Deploying to Space

As previously mentioned, the system is air-gapped, meaning it does not have direct access to the internet or external networks. Because of this, updating Docker images must be handled differently compared to development environments on the ground. Instead of pulling images from remote registries, updates must be prepared, packaged, and transferred through a controlled uplink process.

Additionally, since direct command-line access to containers is not available onboard, all data exchange must follow a structured filesystem approach. Each container will interact with a shared, predefined and private directory where all relevant files are located—including input data, output results, and any build artifacts required by the application.

This means that:

• Input files must be placed in this shared directory before execution.

• Output files generated by the container must also be written back to the same location.

• Any additional dependencies or build files the application needs at runtime should also be included there.

By standardizing this directory structure, Clustergate-2 ensures reliable and predictable data handling for both uplink and downlink, without requiring interactive shell access to the container itself.

Building Docker Images onboard

For instructions on how to structure and upload such an image, see the guide: How to Build a Docker Image. There are two main approaches to building Docker images for Clustergate-2: building onboard the satellite or building on the ground. Onboard builds require uplinking the Dockerfile along with all necessary binaries and dependencies while preserving the folder structure; these builds must start from one of the base images already available in space. Ground builds allow you to create fully packaged Docker images—often using multi-stage builds and cross-compilation for ARM64—and upload them as .tar archives for direct loading on the satellite.

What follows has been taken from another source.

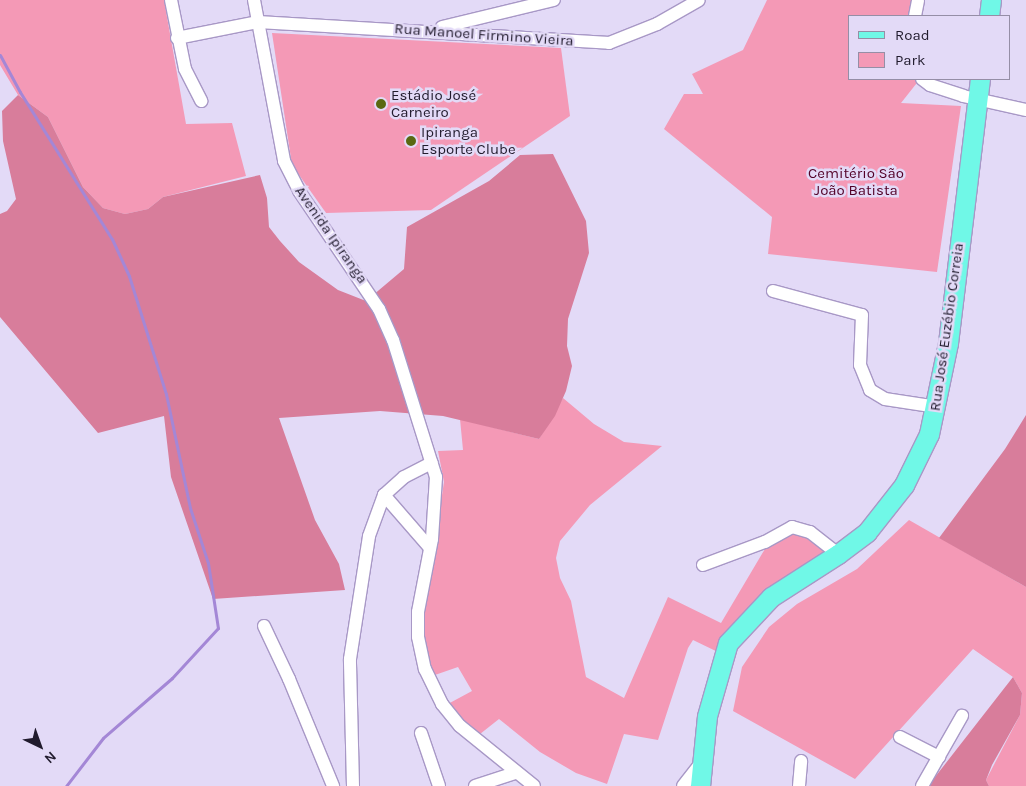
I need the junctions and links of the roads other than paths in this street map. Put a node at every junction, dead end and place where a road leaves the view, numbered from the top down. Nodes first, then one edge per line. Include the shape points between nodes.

Because Clustergate-2 operates in an air-gapped environment with no package manager access, all dependencies must be embedded at build time, and container size should be optimized for limited uplink capacity. Data input, output, and build files are handled via mounted volumes, as containers have no interactive shell access during runtime.

Filesystem

Each Docker container will have a dedicated volume mounted at /data by default. This mount point serves as the main interface for file exchange between your application and the Clustergate-2 system.

The default filesystem structure inside the container would look like:

/data
├── Dockerfile
├── my_build_files/
├── my_first_upload.txt
└── put_here_the_files_you_want_to_transmit_to_ground

Uplink (Earth to Satellite)

Files uploaded via the Dashboard on the ground will be placed directly into the container’s /data directory. This allows you to include binaries, scripts, config files, or any other necessary data in your container runtime environment.

Downlink (Satellite to Earth)

To transmit files back to the ground, your application should write output files into the /data directory. Only this directory will be monitored for downloadable artifacts. The Dashboard will manage file retrieval using a git-like system, allowing you to fetch only updated or new files when requested.

Custom Mount Path

While /data is the default mount location, it can be customized during the first onboarding transfer if needed.

Scheduling

Clustergate-2 supports multiple ways to schedule the execution of containerized workloads. However, if you do not require scheduling, you can simply deploy your container without specifying any scheduling configuration—it will then be executed as soon as resources allow.

Time-Based Scheduling

To run your workload at a specific time, provide a timestamp in RFC3339 format. Example:

2025-05-22T12:10:00+02:00

This allows precise scheduling based on UTC time or with timezone offsets.

Location-Based Scheduling

To run your container when the satellite is over a specific geographic location, define the following parameters in the Dashboard:

latitude: 46.27
longitude: 6.96
altitude: 372.0
min_elevation: 5.0

Where:

• latitude / longitude: Target ground location.

• altitude: Altitude above sea level (in meters).

• min_elevation: Minimum elevation angle (in degrees) for the satellite to be considered "in view" of the target.

Note: This feature is currently experimental and operates on a best-effort basis. The min_elevation threshold is not yet guaranteed to be strictly enforced.

Telemetry Access

Onboard telemetry data is available to users who require it. This includes system metrics, orbital data, sensor outputs, and more.

Telemetry is accessed via a REST API from the running containers, which allows them to query live or recent data from the satellite.

For details on available endpoints, authentication, and usage examples, see the documentation: CG2 Telemetry.

Specific Computing Needs

Some applications may require access to specialized onboard hardware. These resources must be explicitly requested in your deployment configuration, defined from the Dashboard, and some may involve additional integration work. Available options are:

FPGA (Programmable Logic)

If your application needs access to the onboard FPGA (Xilinx UltraScale+), please contact the team as early as possible. You may need to provide:

• Custom kernel modules

• Bitstreams or hardware descriptors

• Information for feasibility assessment

Due to the complexity of integrating FPGA-based workloads, early coordination is essential.

GPU (Jetson Orin NX)

To use the onboard GPU, specify it in your deployment configuration. It will be passed to your container using the equivalent of Docker’s --gpus option.

Key notes:

• The GPU is provided by a Jetson Orin NX module.

• Several AI-focused base images (e.g., with CUDA, TensorRT) are preloaded and optimized for onboard use.

• For best performance, ensure your application is compatible with ARM64 and the Jetson platform stack.